Your task: Exactly how many lines in this data contain the word "paths"? Only the number should be given.
━━ Records for this task
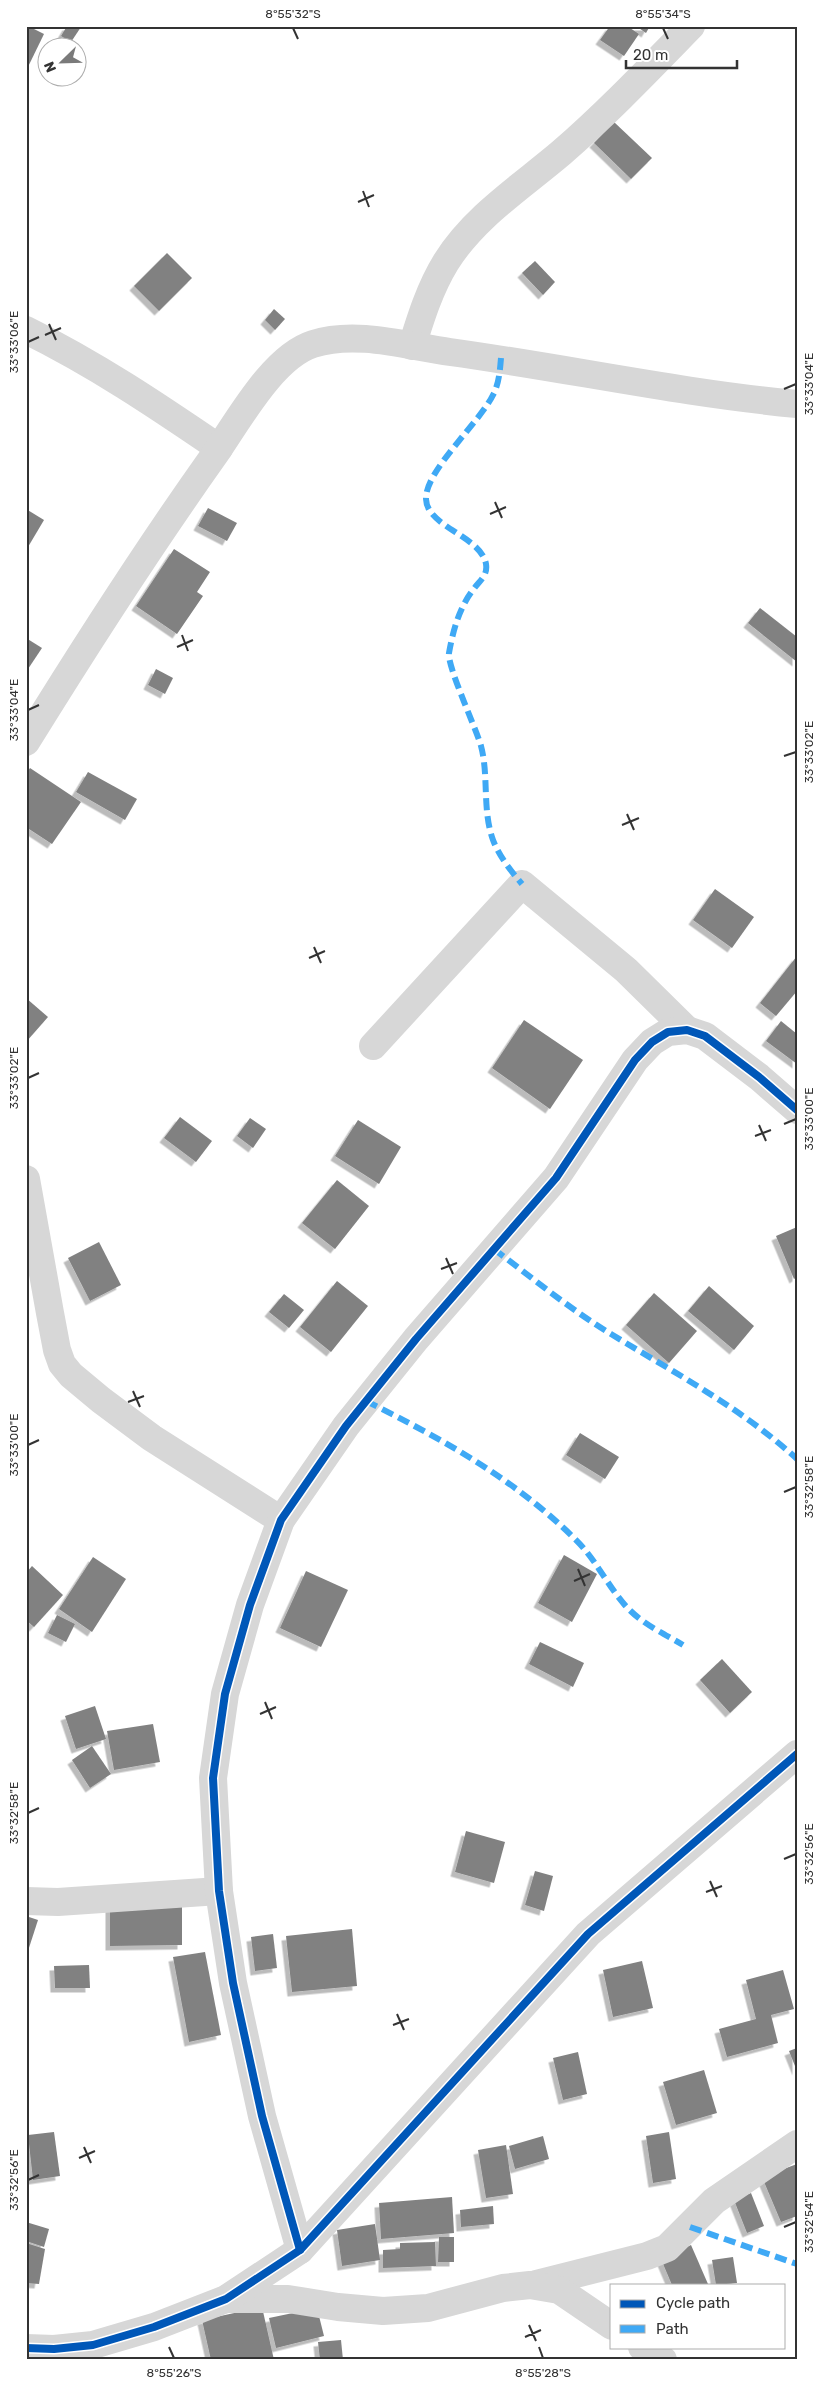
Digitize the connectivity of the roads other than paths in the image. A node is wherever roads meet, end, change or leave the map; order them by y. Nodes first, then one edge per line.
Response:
━━━━
━━ Records for this task
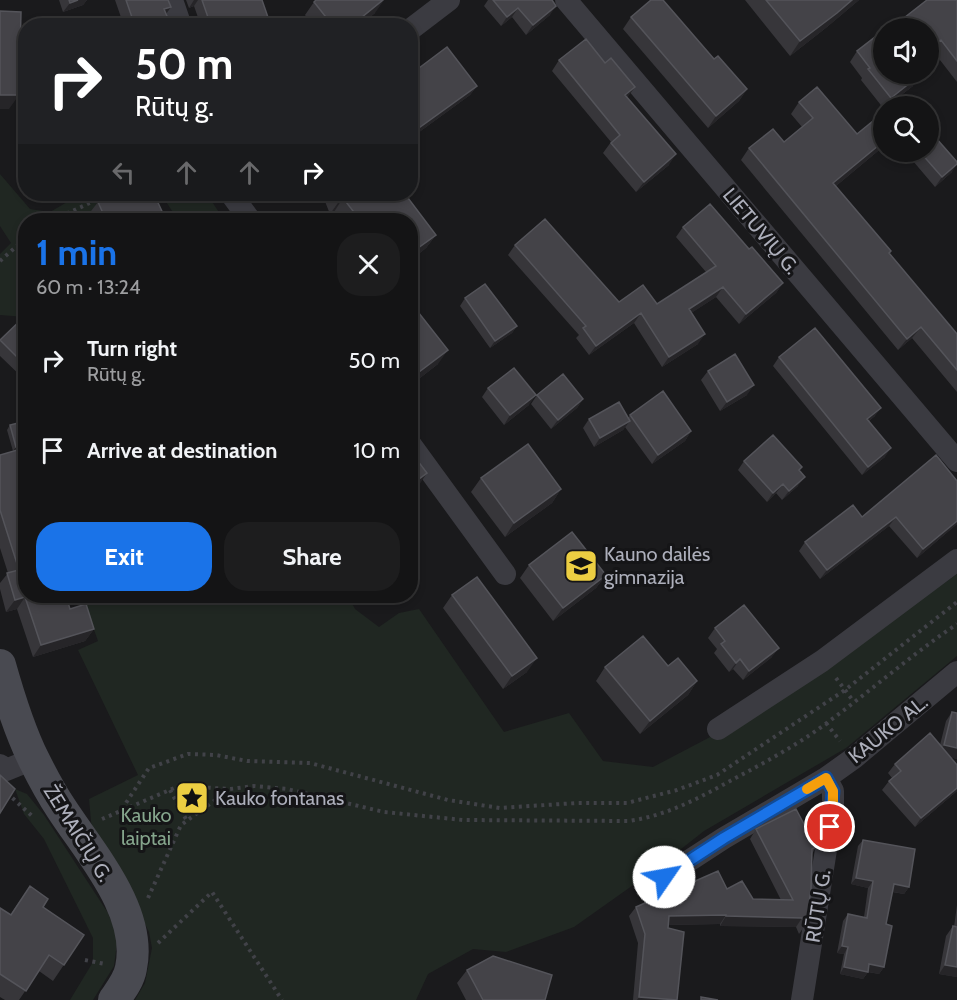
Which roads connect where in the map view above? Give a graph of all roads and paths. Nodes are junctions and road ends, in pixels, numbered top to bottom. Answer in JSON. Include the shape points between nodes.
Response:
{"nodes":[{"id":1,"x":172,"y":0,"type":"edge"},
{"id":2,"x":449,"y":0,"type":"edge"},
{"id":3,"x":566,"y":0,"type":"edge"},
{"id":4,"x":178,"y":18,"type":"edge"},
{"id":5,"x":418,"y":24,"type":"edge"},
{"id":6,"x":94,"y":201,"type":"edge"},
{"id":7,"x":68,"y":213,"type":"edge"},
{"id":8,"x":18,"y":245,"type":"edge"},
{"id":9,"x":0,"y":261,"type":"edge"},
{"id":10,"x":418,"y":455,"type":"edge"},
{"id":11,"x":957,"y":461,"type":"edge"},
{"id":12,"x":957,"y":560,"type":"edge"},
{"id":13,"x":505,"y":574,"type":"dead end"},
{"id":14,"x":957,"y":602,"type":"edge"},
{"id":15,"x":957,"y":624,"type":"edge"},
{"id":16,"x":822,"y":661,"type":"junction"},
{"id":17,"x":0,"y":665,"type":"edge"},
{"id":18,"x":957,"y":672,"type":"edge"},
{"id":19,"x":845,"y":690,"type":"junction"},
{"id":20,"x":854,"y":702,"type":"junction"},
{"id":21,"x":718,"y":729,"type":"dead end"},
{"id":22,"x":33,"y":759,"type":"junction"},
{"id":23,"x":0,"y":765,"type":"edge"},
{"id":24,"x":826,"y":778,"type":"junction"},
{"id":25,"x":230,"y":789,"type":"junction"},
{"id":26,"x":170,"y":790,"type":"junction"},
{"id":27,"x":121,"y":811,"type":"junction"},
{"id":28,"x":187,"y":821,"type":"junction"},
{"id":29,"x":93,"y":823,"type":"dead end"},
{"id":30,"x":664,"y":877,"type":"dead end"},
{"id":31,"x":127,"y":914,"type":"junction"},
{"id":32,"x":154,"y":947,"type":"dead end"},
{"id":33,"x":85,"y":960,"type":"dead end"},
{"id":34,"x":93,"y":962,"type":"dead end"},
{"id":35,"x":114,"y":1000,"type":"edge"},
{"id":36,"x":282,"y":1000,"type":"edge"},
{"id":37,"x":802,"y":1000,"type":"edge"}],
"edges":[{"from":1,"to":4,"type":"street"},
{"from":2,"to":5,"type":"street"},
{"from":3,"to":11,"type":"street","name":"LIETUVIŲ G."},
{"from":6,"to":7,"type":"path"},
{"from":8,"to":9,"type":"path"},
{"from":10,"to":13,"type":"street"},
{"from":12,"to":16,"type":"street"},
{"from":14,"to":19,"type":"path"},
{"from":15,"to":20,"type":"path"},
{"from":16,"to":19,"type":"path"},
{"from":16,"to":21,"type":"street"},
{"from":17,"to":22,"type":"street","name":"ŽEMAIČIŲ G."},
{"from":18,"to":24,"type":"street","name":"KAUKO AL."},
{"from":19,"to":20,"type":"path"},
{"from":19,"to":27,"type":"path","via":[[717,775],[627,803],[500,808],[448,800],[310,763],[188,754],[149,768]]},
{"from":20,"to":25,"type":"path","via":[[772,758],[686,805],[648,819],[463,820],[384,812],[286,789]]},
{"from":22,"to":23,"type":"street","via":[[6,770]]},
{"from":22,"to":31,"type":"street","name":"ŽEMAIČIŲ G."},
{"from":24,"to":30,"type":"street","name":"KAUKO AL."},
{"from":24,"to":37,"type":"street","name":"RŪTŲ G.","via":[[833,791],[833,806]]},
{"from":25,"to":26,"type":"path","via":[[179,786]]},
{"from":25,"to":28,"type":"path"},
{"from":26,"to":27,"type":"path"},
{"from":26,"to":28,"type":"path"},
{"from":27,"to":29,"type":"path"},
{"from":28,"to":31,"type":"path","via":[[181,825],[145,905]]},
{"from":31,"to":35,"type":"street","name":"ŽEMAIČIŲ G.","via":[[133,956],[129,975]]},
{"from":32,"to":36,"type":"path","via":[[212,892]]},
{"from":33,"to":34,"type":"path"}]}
━━━━
Output below: 2